## EXERCISE OBJECTIVE
Images are not part of the copy; write out the rest of the data exactly as given.

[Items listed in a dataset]
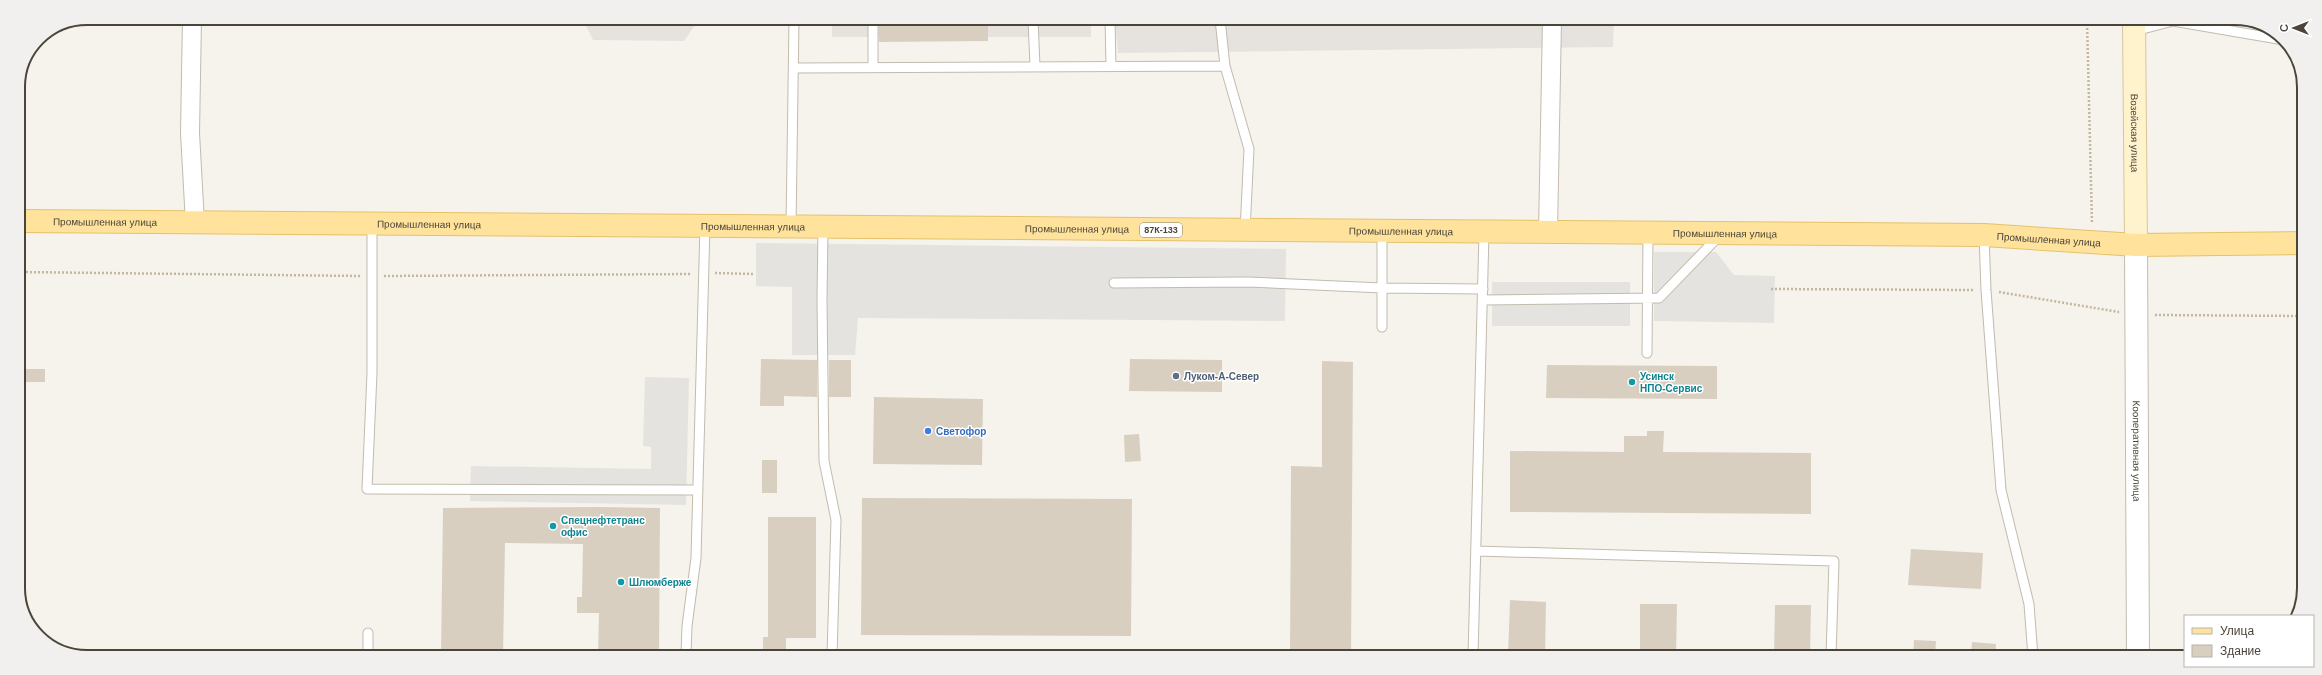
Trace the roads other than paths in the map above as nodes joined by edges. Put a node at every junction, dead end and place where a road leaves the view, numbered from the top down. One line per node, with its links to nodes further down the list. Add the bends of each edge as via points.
1 (192, 25): 17 (street, via 190,133)
2 (794, 25): 15 (lane)
3 (873, 25): 14 (lane)
4 (1033, 25): 11 (lane)
5 (1110, 25): 12 (lane)
6 (1221, 25): 13 (lane)
7 (1552, 25): 25 (street)
8 (2189, 25): 10 (lane)
9 (2134, 26): 30 (main road, Возейская улица)
10 (2272, 37)
11 (1035, 66): 12 (lane); 14 (lane)
12 (1111, 66): 13 (lane)
13 (1225, 66): 22 (lane, via 1249,149)
14 (872, 67): 15 (lane)
15 (795, 68): 20 (lane)
16 (25, 221): 17 (main road, Промышленная улица / 87К-133)
17 (195, 222): 18 (main road, Промышленная улица / 87К-133)
18 (372, 224): 19 (main road, Промышленная улица / 87К-133); 38 (lane, via 372,373 367,489)
19 (705, 226): 20 (main road, Промышленная улица / 87К-133); 38 (lane)
20 (791, 227): 21 (main road, Промышленная улица / 87К-133)
21 (823, 227): 22 (main road, Промышленная улица / 87К-133); 43 (lane, via 824,461 836,520)
22 (1245, 231): 23 (main road, Промышленная улица / 87К-133)
23 (1382, 232): 24 (main road, Промышленная улица / 87К-133); 32 (lane)
24 (1484, 233): 25 (main road, Промышленная улица / 87К-133); 33 (lane)
25 (1548, 233): 26 (main road, Промышленная улица / 87К-133)
26 (1648, 234): 27 (main road, Промышленная улица / 87К-133); 34 (lane)
27 (1721, 234): 28 (main road, Промышленная улица / 87К-133); 34 (lane, via 1659,298)
28 (1984, 235): 30 (main road, Промышленная улица / 87К-133); 46 (lane, via 2002,490 2029,604)
29 (2297, 243): 30 (main road, Промышленная улица / 87К-133)
30 (2136, 245): 47 (street, Кооперативная улица)
31 (1114, 283): 32 (lane, via 1248,282)
32 (1382, 288): 33 (lane); 36 (lane)
33 (1483, 289): 35 (lane)
34 (1648, 298): 35 (lane); 37 (lane)
35 (1483, 300): 39 (lane)
36 (1382, 327)
37 (1647, 353)
38 (698, 490): 42 (lane, via 696,558)
39 (1476, 551): 44 (lane); 45 (lane, via 1834,561)
40 (368, 633): 41 (lane)
41 (368, 650)
42 (686, 650)
43 (832, 650)
44 (1473, 650)
45 (1831, 650)
46 (2032, 650)
47 (2138, 650)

## THE ANSWER
Trace the roads other than paths in the map above as nodes joined by edges. Put a node at every junction, dead end and place where a road leaves the view, numbered from the top down. One line per node, with its links to nodes further down the list. Add the bends of each edge as via points.
1 (192, 25): 17 (street, via 190,133)
2 (794, 25): 15 (lane)
3 (873, 25): 14 (lane)
4 (1033, 25): 11 (lane)
5 (1110, 25): 12 (lane)
6 (1221, 25): 13 (lane)
7 (1552, 25): 25 (street)
8 (2189, 25): 10 (lane)
9 (2134, 26): 30 (main road, Возейская улица)
10 (2272, 37)
11 (1035, 66): 12 (lane); 14 (lane)
12 (1111, 66): 13 (lane)
13 (1225, 66): 22 (lane, via 1249,149)
14 (872, 67): 15 (lane)
15 (795, 68): 20 (lane)
16 (25, 221): 17 (main road, Промышленная улица / 87К-133)
17 (195, 222): 18 (main road, Промышленная улица / 87К-133)
18 (372, 224): 19 (main road, Промышленная улица / 87К-133); 38 (lane, via 372,373 367,489)
19 (705, 226): 20 (main road, Промышленная улица / 87К-133); 38 (lane)
20 (791, 227): 21 (main road, Промышленная улица / 87К-133)
21 (823, 227): 22 (main road, Промышленная улица / 87К-133); 43 (lane, via 824,461 836,520)
22 (1245, 231): 23 (main road, Промышленная улица / 87К-133)
23 (1382, 232): 24 (main road, Промышленная улица / 87К-133); 32 (lane)
24 (1484, 233): 25 (main road, Промышленная улица / 87К-133); 33 (lane)
25 (1548, 233): 26 (main road, Промышленная улица / 87К-133)
26 (1648, 234): 27 (main road, Промышленная улица / 87К-133); 34 (lane)
27 (1721, 234): 28 (main road, Промышленная улица / 87К-133); 34 (lane, via 1659,298)
28 (1984, 235): 30 (main road, Промышленная улица / 87К-133); 46 (lane, via 2002,490 2029,604)
29 (2297, 243): 30 (main road, Промышленная улица / 87К-133)
30 (2136, 245): 47 (street, Кооперативная улица)
31 (1114, 283): 32 (lane, via 1248,282)
32 (1382, 288): 33 (lane); 36 (lane)
33 (1483, 289): 35 (lane)
34 (1648, 298): 35 (lane); 37 (lane)
35 (1483, 300): 39 (lane)
36 (1382, 327)
37 (1647, 353)
38 (698, 490): 42 (lane, via 696,558)
39 (1476, 551): 44 (lane); 45 (lane, via 1834,561)
40 (368, 633): 41 (lane)
41 (368, 650)
42 (686, 650)
43 (832, 650)
44 (1473, 650)
45 (1831, 650)
46 (2032, 650)
47 (2138, 650)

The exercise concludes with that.